--- Records to process ---
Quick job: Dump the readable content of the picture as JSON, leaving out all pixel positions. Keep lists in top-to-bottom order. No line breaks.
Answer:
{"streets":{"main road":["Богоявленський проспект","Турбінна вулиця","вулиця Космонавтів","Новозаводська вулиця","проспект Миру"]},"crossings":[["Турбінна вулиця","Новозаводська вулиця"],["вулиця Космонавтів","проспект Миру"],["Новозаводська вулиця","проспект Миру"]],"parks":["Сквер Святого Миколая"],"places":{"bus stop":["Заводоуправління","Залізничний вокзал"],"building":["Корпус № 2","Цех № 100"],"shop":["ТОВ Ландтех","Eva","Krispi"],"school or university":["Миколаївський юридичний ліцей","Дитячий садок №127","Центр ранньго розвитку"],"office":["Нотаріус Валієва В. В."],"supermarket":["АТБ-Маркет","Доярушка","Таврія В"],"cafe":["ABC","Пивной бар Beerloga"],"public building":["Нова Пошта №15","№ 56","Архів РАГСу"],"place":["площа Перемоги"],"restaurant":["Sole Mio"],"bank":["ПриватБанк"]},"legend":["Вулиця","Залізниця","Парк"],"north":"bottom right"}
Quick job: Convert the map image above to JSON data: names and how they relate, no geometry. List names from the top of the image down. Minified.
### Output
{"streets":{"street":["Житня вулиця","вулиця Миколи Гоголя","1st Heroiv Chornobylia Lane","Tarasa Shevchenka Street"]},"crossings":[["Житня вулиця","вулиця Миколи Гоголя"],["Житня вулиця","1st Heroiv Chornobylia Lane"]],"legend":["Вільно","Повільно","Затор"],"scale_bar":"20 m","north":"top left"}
---
» Problem details
Respond with nothing but the number of lines in the entries that contain the string "JSON".

» Response area
2